- Collected data

※

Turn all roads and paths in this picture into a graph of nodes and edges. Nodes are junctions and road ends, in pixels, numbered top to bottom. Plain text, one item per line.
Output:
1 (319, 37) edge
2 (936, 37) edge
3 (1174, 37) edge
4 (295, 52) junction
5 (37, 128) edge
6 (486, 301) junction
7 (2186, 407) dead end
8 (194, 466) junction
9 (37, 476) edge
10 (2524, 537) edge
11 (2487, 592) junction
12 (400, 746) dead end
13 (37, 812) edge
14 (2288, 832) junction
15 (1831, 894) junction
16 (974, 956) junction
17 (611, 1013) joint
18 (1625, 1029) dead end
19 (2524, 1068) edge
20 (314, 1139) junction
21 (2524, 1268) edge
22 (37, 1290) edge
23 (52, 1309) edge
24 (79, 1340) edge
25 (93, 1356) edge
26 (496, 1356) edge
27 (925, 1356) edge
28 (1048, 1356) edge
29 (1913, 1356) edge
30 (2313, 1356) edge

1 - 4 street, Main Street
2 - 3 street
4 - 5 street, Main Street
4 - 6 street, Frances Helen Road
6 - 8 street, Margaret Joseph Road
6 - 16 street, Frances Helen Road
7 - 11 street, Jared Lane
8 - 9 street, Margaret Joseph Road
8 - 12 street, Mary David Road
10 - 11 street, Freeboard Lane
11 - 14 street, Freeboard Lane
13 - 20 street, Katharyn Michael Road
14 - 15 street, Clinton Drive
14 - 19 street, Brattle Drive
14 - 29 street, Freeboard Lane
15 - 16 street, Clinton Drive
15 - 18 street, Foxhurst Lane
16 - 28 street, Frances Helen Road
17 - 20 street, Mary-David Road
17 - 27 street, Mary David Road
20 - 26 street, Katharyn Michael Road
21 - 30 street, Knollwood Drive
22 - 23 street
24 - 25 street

※

- Your assignment
The word "Margaret": say how many lines of the records hold it, and give nothing but the number.

- Response area
2